■ THE TASK
Reproduce every entry exactly as shown.
* * * * * * * * *
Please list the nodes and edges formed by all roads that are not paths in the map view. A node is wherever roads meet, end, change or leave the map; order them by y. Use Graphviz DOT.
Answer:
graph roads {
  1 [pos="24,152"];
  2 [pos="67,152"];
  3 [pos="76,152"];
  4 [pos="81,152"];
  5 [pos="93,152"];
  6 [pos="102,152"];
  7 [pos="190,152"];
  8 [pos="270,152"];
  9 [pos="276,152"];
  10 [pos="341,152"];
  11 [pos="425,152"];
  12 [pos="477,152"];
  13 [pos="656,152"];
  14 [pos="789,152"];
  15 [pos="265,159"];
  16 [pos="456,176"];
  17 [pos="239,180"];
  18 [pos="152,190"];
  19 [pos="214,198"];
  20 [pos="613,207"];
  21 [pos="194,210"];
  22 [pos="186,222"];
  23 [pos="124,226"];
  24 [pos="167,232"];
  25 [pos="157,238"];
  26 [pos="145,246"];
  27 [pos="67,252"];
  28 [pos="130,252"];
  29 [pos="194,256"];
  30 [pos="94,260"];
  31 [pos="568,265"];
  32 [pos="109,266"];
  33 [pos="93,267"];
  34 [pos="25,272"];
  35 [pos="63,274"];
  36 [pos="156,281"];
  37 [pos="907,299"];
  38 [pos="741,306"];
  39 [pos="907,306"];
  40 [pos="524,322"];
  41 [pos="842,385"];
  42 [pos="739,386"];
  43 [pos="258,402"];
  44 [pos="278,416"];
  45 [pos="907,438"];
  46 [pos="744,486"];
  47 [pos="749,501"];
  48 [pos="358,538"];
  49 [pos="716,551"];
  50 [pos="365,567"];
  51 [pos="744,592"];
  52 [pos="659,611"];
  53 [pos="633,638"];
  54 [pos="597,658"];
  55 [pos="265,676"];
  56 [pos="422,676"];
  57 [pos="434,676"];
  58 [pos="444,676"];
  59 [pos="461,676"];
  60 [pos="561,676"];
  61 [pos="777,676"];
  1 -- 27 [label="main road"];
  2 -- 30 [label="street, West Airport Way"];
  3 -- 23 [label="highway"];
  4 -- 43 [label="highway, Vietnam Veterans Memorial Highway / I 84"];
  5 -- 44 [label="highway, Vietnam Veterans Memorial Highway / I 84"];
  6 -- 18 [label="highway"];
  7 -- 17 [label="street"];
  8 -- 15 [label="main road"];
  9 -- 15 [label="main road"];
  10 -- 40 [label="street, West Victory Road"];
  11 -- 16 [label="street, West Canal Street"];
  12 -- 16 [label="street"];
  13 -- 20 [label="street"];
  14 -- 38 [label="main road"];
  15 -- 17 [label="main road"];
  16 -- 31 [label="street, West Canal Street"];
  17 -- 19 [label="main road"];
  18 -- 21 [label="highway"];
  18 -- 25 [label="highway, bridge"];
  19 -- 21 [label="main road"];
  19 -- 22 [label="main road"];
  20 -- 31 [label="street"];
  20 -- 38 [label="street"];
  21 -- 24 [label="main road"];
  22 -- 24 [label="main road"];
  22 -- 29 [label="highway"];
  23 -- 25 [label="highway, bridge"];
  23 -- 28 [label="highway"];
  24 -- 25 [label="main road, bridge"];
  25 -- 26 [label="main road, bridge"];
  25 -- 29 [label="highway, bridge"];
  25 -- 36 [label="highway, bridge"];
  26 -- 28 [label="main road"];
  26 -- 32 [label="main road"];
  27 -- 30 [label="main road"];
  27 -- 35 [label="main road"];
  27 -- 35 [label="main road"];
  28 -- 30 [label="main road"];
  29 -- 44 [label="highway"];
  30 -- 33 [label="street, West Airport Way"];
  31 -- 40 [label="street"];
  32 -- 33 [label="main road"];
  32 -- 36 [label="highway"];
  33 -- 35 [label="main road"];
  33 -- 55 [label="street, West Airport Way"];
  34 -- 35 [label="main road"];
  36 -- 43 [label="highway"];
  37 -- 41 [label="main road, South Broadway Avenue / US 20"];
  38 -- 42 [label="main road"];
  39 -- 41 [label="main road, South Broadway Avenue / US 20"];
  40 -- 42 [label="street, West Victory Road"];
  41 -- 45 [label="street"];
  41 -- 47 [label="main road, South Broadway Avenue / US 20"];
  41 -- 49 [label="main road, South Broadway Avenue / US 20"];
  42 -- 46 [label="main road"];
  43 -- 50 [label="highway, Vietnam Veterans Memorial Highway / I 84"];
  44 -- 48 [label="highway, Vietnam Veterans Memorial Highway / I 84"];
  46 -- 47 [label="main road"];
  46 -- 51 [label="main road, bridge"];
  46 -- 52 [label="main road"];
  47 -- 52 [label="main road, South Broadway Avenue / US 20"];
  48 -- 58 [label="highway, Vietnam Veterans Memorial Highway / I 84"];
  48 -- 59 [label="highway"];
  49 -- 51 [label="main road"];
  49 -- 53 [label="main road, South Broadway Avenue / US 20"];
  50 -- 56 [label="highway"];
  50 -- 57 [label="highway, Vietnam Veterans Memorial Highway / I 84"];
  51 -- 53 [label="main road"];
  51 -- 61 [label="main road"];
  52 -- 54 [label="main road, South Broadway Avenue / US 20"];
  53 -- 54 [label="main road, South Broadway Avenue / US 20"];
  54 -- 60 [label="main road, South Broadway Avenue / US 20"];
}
* * * * * * * * *
■ EXERCISE RESULT
Please list the nodes and edges formed by all roads that are not paths in the map view. A node is wherever roads meet, end, change or leave the map; order them by y. Use Graphviz DOT.
Answer:
graph roads {
  1 [pos="24,152"];
  2 [pos="67,152"];
  3 [pos="76,152"];
  4 [pos="81,152"];
  5 [pos="93,152"];
  6 [pos="102,152"];
  7 [pos="190,152"];
  8 [pos="270,152"];
  9 [pos="276,152"];
  10 [pos="341,152"];
  11 [pos="425,152"];
  12 [pos="477,152"];
  13 [pos="656,152"];
  14 [pos="789,152"];
  15 [pos="265,159"];
  16 [pos="456,176"];
  17 [pos="239,180"];
  18 [pos="152,190"];
  19 [pos="214,198"];
  20 [pos="613,207"];
  21 [pos="194,210"];
  22 [pos="186,222"];
  23 [pos="124,226"];
  24 [pos="167,232"];
  25 [pos="157,238"];
  26 [pos="145,246"];
  27 [pos="67,252"];
  28 [pos="130,252"];
  29 [pos="194,256"];
  30 [pos="94,260"];
  31 [pos="568,265"];
  32 [pos="109,266"];
  33 [pos="93,267"];
  34 [pos="25,272"];
  35 [pos="63,274"];
  36 [pos="156,281"];
  37 [pos="907,299"];
  38 [pos="741,306"];
  39 [pos="907,306"];
  40 [pos="524,322"];
  41 [pos="842,385"];
  42 [pos="739,386"];
  43 [pos="258,402"];
  44 [pos="278,416"];
  45 [pos="907,438"];
  46 [pos="744,486"];
  47 [pos="749,501"];
  48 [pos="358,538"];
  49 [pos="716,551"];
  50 [pos="365,567"];
  51 [pos="744,592"];
  52 [pos="659,611"];
  53 [pos="633,638"];
  54 [pos="597,658"];
  55 [pos="265,676"];
  56 [pos="422,676"];
  57 [pos="434,676"];
  58 [pos="444,676"];
  59 [pos="461,676"];
  60 [pos="561,676"];
  61 [pos="777,676"];
  1 -- 27 [label="main road"];
  2 -- 30 [label="street, West Airport Way"];
  3 -- 23 [label="highway"];
  4 -- 43 [label="highway, Vietnam Veterans Memorial Highway / I 84"];
  5 -- 44 [label="highway, Vietnam Veterans Memorial Highway / I 84"];
  6 -- 18 [label="highway"];
  7 -- 17 [label="street"];
  8 -- 15 [label="main road"];
  9 -- 15 [label="main road"];
  10 -- 40 [label="street, West Victory Road"];
  11 -- 16 [label="street, West Canal Street"];
  12 -- 16 [label="street"];
  13 -- 20 [label="street"];
  14 -- 38 [label="main road"];
  15 -- 17 [label="main road"];
  16 -- 31 [label="street, West Canal Street"];
  17 -- 19 [label="main road"];
  18 -- 21 [label="highway"];
  18 -- 25 [label="highway, bridge"];
  19 -- 21 [label="main road"];
  19 -- 22 [label="main road"];
  20 -- 31 [label="street"];
  20 -- 38 [label="street"];
  21 -- 24 [label="main road"];
  22 -- 24 [label="main road"];
  22 -- 29 [label="highway"];
  23 -- 25 [label="highway, bridge"];
  23 -- 28 [label="highway"];
  24 -- 25 [label="main road, bridge"];
  25 -- 26 [label="main road, bridge"];
  25 -- 29 [label="highway, bridge"];
  25 -- 36 [label="highway, bridge"];
  26 -- 28 [label="main road"];
  26 -- 32 [label="main road"];
  27 -- 30 [label="main road"];
  27 -- 35 [label="main road"];
  27 -- 35 [label="main road"];
  28 -- 30 [label="main road"];
  29 -- 44 [label="highway"];
  30 -- 33 [label="street, West Airport Way"];
  31 -- 40 [label="street"];
  32 -- 33 [label="main road"];
  32 -- 36 [label="highway"];
  33 -- 35 [label="main road"];
  33 -- 55 [label="street, West Airport Way"];
  34 -- 35 [label="main road"];
  36 -- 43 [label="highway"];
  37 -- 41 [label="main road, South Broadway Avenue / US 20"];
  38 -- 42 [label="main road"];
  39 -- 41 [label="main road, South Broadway Avenue / US 20"];
  40 -- 42 [label="street, West Victory Road"];
  41 -- 45 [label="street"];
  41 -- 47 [label="main road, South Broadway Avenue / US 20"];
  41 -- 49 [label="main road, South Broadway Avenue / US 20"];
  42 -- 46 [label="main road"];
  43 -- 50 [label="highway, Vietnam Veterans Memorial Highway / I 84"];
  44 -- 48 [label="highway, Vietnam Veterans Memorial Highway / I 84"];
  46 -- 47 [label="main road"];
  46 -- 51 [label="main road, bridge"];
  46 -- 52 [label="main road"];
  47 -- 52 [label="main road, South Broadway Avenue / US 20"];
  48 -- 58 [label="highway, Vietnam Veterans Memorial Highway / I 84"];
  48 -- 59 [label="highway"];
  49 -- 51 [label="main road"];
  49 -- 53 [label="main road, South Broadway Avenue / US 20"];
  50 -- 56 [label="highway"];
  50 -- 57 [label="highway, Vietnam Veterans Memorial Highway / I 84"];
  51 -- 53 [label="main road"];
  51 -- 61 [label="main road"];
  52 -- 54 [label="main road, South Broadway Avenue / US 20"];
  53 -- 54 [label="main road, South Broadway Avenue / US 20"];
  54 -- 60 [label="main road, South Broadway Avenue / US 20"];
}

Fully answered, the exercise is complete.